- Born: Brenda Louise Dervin November 20, 1938 Beverly, Massachusetts
- Died: December 31, 2022 (aged 84) Seattle, Washington
- Citizenship: United States
- Education: B.A., Cornell University M.S., Michigan State University Ph.D., Michigan State University
- Alma mater: Michigan State University, Cornell University
- Occupations: Professor, Researcher, Educator, Consultant
- Writing career
- Language: English
- Subjects: Communication, Library and Information Science
- Notable works: Sense-Making Methodology Reader, Rethinking Communication, Progress in Communication Sciences
- Notable awards: Honorary Doctorate in Social Sciences, University of Helsinki

= Brenda Dervin =

American academic

Brenda Dervin (November 20, 1938–December 31, 2022) was an American communication theorist who developed the sense-making methodology. She was Professor Emerita in the School of Communication at the Ohio State University. Dervin worked primarily in the fields of communication and library and information science. Her research on information seeking and use led to the development of the sensemaking methodology. Her 1986 article, "Information Needs and Uses," in the Annual Review of Information Science and Technology is considered as a seminal work and a classic citation.

==Education and career==
Dervin was born in Beverly, Massachusetts on November 20, 1938. She received her B.S. in Journalism and Home Economics from Cornell University, with a minor in Philosophy of Religion, and her M.S. and Ph.D. in Communication Research from Michigan State University. Since her childhood, she had always been interested in what dialogue was and how people talked and (mis)understood one another. Dervin made the following remark about dialogue in one of the interviews about her career:

I think dialogue is when we bridge the gaps between us with this thing called communicating: both nonverbal and verbal language, and all the other things that are communicating. Dialogue occurs when we reach for a deeper understanding of the other, which may be the same as us or different from us, or that dichotomy may be irrelevant. Dialogue is about hearing another on their own terms, without positioning them as the other. They do not need you to understand them, except from their own interpretive framework. You listen—really listen—to them. Help them see that they are not alone.

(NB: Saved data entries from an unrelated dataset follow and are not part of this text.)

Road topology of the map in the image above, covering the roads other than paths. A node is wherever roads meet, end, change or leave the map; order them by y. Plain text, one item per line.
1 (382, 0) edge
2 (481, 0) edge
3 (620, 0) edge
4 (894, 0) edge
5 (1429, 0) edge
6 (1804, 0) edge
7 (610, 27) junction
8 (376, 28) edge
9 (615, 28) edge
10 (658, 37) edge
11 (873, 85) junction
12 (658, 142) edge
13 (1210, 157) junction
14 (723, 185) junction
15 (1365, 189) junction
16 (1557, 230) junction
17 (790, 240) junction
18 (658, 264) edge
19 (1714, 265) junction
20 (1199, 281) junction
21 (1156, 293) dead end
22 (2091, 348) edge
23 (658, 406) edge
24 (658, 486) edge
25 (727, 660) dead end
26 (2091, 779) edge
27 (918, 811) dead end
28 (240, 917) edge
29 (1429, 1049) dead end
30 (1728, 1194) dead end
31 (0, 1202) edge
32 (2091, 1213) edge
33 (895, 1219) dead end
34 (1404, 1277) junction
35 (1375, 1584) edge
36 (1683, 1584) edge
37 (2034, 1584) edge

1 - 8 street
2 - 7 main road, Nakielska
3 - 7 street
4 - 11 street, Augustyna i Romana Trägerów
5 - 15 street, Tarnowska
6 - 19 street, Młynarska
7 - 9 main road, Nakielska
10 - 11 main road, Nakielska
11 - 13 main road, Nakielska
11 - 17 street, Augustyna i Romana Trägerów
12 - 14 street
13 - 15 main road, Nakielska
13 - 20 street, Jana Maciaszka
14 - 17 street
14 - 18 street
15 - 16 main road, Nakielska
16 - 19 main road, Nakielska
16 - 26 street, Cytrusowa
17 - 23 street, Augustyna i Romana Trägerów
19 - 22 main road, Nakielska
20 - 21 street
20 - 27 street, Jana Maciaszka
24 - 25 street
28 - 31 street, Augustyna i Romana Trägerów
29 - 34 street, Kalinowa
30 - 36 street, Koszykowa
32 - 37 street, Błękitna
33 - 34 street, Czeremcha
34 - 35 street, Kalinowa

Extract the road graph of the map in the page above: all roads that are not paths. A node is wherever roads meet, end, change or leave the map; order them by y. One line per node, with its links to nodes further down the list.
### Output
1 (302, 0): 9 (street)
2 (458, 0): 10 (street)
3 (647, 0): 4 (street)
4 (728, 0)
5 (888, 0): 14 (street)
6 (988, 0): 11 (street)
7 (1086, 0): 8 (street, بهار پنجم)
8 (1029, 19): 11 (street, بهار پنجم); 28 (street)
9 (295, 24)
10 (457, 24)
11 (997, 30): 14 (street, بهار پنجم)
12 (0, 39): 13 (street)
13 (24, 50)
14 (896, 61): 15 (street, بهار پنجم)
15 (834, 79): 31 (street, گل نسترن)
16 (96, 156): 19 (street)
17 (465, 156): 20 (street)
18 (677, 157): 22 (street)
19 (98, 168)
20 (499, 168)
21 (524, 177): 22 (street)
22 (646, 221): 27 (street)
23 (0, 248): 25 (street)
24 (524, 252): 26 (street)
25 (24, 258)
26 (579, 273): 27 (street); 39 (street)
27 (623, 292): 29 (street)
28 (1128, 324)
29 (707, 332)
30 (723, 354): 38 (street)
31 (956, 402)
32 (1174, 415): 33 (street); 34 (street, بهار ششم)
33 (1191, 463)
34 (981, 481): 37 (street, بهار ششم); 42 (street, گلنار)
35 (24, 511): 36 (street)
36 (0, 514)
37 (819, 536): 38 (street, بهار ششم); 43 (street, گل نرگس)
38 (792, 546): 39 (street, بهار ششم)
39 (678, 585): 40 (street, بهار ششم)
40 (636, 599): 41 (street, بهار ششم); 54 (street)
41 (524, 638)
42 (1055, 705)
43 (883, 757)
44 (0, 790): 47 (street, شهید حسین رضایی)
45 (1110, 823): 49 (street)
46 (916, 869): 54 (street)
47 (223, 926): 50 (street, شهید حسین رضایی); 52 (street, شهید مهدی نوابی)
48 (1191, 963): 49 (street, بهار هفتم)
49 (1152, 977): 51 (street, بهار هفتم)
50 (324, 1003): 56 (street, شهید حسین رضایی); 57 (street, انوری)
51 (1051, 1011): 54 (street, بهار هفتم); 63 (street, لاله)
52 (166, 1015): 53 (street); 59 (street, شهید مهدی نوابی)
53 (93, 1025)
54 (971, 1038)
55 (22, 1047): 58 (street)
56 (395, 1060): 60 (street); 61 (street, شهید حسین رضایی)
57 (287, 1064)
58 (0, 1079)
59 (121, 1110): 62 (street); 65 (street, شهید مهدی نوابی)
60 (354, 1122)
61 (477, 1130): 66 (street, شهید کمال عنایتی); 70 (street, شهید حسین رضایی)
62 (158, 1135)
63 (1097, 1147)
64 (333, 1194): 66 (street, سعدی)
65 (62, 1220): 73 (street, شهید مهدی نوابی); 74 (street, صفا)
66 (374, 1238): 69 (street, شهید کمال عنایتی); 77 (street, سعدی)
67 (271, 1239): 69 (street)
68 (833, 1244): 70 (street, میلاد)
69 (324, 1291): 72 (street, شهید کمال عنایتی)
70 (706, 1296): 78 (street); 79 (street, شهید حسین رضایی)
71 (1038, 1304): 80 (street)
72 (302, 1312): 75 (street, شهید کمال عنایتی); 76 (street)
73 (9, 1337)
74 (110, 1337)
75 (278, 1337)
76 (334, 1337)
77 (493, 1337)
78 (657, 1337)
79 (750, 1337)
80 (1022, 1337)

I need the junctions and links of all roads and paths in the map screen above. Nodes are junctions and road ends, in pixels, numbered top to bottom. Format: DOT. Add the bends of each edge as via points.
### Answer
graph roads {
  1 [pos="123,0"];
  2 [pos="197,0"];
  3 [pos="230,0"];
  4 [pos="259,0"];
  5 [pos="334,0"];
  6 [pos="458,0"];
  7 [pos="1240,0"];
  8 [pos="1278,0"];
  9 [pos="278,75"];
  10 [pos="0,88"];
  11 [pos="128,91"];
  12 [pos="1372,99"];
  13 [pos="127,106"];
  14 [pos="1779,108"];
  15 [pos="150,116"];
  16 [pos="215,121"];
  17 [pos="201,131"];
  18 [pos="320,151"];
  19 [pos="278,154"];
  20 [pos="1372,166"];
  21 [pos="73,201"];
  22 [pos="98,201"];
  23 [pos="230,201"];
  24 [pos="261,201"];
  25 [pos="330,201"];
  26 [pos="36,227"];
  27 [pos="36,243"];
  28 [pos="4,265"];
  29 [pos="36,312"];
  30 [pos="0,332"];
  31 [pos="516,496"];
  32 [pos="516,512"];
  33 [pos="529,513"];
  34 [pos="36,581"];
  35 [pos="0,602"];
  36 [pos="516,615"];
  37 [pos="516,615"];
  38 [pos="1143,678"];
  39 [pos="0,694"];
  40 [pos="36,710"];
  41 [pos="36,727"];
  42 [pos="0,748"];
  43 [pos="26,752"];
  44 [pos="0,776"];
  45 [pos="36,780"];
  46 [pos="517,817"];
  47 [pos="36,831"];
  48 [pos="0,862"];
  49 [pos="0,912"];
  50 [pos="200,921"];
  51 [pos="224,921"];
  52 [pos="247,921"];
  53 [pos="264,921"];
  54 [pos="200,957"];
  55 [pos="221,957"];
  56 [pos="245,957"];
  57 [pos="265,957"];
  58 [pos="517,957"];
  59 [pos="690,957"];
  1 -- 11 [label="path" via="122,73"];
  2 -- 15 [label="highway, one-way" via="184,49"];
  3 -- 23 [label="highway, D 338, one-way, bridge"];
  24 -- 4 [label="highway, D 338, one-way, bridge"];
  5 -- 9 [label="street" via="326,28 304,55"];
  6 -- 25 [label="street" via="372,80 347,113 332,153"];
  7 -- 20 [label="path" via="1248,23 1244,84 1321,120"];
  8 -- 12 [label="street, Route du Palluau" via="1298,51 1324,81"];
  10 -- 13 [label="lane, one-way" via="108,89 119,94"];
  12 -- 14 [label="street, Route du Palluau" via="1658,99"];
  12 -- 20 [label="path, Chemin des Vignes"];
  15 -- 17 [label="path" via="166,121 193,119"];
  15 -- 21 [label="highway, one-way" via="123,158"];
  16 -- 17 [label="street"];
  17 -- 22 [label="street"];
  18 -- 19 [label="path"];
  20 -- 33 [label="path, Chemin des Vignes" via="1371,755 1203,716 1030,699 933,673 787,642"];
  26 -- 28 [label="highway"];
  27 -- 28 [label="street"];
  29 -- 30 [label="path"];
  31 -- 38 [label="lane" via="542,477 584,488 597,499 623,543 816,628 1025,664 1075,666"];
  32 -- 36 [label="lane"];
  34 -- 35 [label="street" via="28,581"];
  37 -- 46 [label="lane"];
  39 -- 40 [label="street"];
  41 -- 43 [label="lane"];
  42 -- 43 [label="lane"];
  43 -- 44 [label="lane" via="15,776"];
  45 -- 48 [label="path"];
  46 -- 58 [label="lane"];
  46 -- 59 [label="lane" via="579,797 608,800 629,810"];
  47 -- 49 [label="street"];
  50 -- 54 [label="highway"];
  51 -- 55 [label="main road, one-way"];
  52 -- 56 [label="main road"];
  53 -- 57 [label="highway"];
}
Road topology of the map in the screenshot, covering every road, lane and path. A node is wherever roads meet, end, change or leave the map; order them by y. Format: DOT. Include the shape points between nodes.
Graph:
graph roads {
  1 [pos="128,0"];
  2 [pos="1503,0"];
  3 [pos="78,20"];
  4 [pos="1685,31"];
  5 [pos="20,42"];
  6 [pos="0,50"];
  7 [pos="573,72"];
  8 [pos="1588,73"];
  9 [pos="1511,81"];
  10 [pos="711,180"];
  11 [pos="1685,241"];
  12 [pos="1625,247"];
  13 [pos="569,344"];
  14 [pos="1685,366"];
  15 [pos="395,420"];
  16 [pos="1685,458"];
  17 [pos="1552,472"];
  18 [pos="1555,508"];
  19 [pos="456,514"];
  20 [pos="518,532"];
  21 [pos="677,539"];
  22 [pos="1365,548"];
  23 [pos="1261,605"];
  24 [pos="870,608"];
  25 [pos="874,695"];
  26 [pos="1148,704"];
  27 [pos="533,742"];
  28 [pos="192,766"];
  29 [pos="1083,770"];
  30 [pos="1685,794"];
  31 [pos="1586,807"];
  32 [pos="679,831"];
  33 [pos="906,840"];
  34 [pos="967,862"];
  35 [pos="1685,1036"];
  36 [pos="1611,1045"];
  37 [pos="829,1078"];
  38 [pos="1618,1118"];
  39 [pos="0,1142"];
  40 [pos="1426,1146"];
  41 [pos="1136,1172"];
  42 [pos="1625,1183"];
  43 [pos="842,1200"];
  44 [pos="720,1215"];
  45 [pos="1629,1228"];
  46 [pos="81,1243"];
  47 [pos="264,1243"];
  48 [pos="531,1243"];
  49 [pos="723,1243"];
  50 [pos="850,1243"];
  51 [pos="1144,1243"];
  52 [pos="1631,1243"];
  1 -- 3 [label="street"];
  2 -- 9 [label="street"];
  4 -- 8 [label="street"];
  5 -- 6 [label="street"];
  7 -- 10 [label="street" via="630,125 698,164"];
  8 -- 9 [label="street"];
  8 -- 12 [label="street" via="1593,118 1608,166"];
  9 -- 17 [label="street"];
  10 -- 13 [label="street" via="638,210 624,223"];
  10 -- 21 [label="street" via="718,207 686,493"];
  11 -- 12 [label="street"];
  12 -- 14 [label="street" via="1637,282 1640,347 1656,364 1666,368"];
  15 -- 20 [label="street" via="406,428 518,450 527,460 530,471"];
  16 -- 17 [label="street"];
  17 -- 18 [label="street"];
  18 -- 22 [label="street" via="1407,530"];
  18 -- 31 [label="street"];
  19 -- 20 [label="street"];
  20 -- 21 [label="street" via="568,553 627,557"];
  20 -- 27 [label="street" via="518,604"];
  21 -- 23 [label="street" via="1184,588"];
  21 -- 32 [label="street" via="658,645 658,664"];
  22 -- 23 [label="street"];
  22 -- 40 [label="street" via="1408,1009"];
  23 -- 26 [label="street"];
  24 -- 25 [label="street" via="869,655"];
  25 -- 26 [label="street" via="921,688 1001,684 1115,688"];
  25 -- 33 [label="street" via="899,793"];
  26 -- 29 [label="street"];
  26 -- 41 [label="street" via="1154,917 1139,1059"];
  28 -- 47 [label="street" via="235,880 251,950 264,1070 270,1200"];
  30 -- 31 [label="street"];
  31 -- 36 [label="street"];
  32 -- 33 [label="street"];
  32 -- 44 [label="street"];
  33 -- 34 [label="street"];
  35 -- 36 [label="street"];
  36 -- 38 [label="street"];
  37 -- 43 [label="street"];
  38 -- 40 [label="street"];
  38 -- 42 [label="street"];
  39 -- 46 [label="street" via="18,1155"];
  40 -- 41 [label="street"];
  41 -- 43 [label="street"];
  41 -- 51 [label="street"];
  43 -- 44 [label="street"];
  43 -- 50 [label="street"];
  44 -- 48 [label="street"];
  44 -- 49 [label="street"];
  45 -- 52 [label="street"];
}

Dervin served on the faculty of the School of Library and Information Sciences at Syracuse University and the School of Communication at the University of Washington before joining the Department of Communication at Ohio State University in 1986. She retired from the Ohio State University in 2012 and moved back to Seattle, Washington. Throughout her career, Dervin published 23 books and authored 124 articles and book chapters. She delivered lectures at numerous universities in the United States and elsewhere.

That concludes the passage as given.